[[ PROVIDED RECORDS open ]]

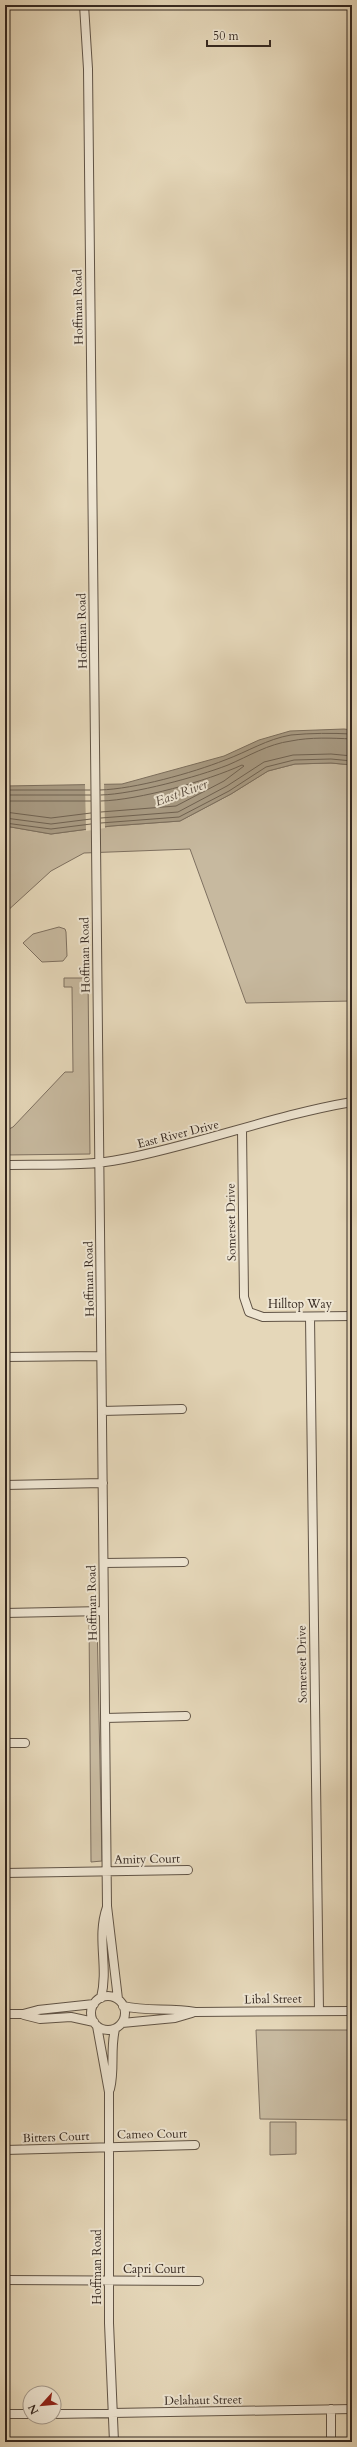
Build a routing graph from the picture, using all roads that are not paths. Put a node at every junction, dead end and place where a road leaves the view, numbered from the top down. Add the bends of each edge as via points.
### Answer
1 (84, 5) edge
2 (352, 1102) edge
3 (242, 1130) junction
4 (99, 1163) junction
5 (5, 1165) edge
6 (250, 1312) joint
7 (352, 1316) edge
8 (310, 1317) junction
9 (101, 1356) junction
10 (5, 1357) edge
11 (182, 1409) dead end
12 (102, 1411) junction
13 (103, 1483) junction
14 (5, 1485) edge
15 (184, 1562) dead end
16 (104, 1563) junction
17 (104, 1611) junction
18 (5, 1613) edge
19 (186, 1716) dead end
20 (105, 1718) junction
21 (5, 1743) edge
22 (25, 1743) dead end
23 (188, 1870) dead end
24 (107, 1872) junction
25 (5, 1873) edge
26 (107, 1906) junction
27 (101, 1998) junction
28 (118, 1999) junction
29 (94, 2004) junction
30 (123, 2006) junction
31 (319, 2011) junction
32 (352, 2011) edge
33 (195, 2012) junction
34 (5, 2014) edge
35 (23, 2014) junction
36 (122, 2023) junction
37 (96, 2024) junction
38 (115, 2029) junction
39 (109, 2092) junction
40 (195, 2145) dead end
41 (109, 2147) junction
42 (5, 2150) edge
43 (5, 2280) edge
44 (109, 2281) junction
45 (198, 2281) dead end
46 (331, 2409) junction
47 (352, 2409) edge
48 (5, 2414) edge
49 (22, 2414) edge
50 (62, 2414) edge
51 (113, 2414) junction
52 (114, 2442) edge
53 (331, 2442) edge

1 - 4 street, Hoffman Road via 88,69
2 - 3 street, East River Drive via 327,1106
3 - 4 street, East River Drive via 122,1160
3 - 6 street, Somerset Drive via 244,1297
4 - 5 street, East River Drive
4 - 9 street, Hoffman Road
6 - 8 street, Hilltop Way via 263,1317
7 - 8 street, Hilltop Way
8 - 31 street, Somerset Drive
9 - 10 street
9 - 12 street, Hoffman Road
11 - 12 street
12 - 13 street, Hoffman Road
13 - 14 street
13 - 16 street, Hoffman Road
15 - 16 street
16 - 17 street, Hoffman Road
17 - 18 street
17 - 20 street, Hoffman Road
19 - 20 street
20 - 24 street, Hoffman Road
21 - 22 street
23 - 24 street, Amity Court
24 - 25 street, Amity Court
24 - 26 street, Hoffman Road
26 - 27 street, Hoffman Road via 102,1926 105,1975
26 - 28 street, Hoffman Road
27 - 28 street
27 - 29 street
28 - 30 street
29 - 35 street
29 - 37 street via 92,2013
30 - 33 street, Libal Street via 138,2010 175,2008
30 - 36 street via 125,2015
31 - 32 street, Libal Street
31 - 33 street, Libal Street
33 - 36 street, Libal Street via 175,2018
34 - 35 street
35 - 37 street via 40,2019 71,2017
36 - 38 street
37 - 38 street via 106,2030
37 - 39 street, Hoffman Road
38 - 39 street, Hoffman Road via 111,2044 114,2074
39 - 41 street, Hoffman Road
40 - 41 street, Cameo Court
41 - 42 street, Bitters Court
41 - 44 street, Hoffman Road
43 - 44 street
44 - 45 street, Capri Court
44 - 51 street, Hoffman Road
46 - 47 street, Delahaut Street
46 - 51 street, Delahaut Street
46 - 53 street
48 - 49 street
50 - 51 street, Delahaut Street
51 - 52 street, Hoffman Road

[[ PROVIDED RECORDS closed ]]

HOW TO COMPLETE THIS TASK:
Reproduce each entry exactly as given; no pictures, please.

PROBLEM SOLUTION:
Build a routing graph from the picture, using all roads that are not paths. Put a node at every junction, dead end and place where a road leaves the view, numbered from the top down. Add the bends of each edge as via points.
### Answer
1 (84, 5) edge
2 (352, 1102) edge
3 (242, 1130) junction
4 (99, 1163) junction
5 (5, 1165) edge
6 (250, 1312) joint
7 (352, 1316) edge
8 (310, 1317) junction
9 (101, 1356) junction
10 (5, 1357) edge
11 (182, 1409) dead end
12 (102, 1411) junction
13 (103, 1483) junction
14 (5, 1485) edge
15 (184, 1562) dead end
16 (104, 1563) junction
17 (104, 1611) junction
18 (5, 1613) edge
19 (186, 1716) dead end
20 (105, 1718) junction
21 (5, 1743) edge
22 (25, 1743) dead end
23 (188, 1870) dead end
24 (107, 1872) junction
25 (5, 1873) edge
26 (107, 1906) junction
27 (101, 1998) junction
28 (118, 1999) junction
29 (94, 2004) junction
30 (123, 2006) junction
31 (319, 2011) junction
32 (352, 2011) edge
33 (195, 2012) junction
34 (5, 2014) edge
35 (23, 2014) junction
36 (122, 2023) junction
37 (96, 2024) junction
38 (115, 2029) junction
39 (109, 2092) junction
40 (195, 2145) dead end
41 (109, 2147) junction
42 (5, 2150) edge
43 (5, 2280) edge
44 (109, 2281) junction
45 (198, 2281) dead end
46 (331, 2409) junction
47 (352, 2409) edge
48 (5, 2414) edge
49 (22, 2414) edge
50 (62, 2414) edge
51 (113, 2414) junction
52 (114, 2442) edge
53 (331, 2442) edge

1 - 4 street, Hoffman Road via 88,69
2 - 3 street, East River Drive via 327,1106
3 - 4 street, East River Drive via 122,1160
3 - 6 street, Somerset Drive via 244,1297
4 - 5 street, East River Drive
4 - 9 street, Hoffman Road
6 - 8 street, Hilltop Way via 263,1317
7 - 8 street, Hilltop Way
8 - 31 street, Somerset Drive
9 - 10 street
9 - 12 street, Hoffman Road
11 - 12 street
12 - 13 street, Hoffman Road
13 - 14 street
13 - 16 street, Hoffman Road
15 - 16 street
16 - 17 street, Hoffman Road
17 - 18 street
17 - 20 street, Hoffman Road
19 - 20 street
20 - 24 street, Hoffman Road
21 - 22 street
23 - 24 street, Amity Court
24 - 25 street, Amity Court
24 - 26 street, Hoffman Road
26 - 27 street, Hoffman Road via 102,1926 105,1975
26 - 28 street, Hoffman Road
27 - 28 street
27 - 29 street
28 - 30 street
29 - 35 street
29 - 37 street via 92,2013
30 - 33 street, Libal Street via 138,2010 175,2008
30 - 36 street via 125,2015
31 - 32 street, Libal Street
31 - 33 street, Libal Street
33 - 36 street, Libal Street via 175,2018
34 - 35 street
35 - 37 street via 40,2019 71,2017
36 - 38 street
37 - 38 street via 106,2030
37 - 39 street, Hoffman Road
38 - 39 street, Hoffman Road via 111,2044 114,2074
39 - 41 street, Hoffman Road
40 - 41 street, Cameo Court
41 - 42 street, Bitters Court
41 - 44 street, Hoffman Road
43 - 44 street
44 - 45 street, Capri Court
44 - 51 street, Hoffman Road
46 - 47 street, Delahaut Street
46 - 51 street, Delahaut Street
46 - 53 street
48 - 49 street
50 - 51 street, Delahaut Street
51 - 52 street, Hoffman Road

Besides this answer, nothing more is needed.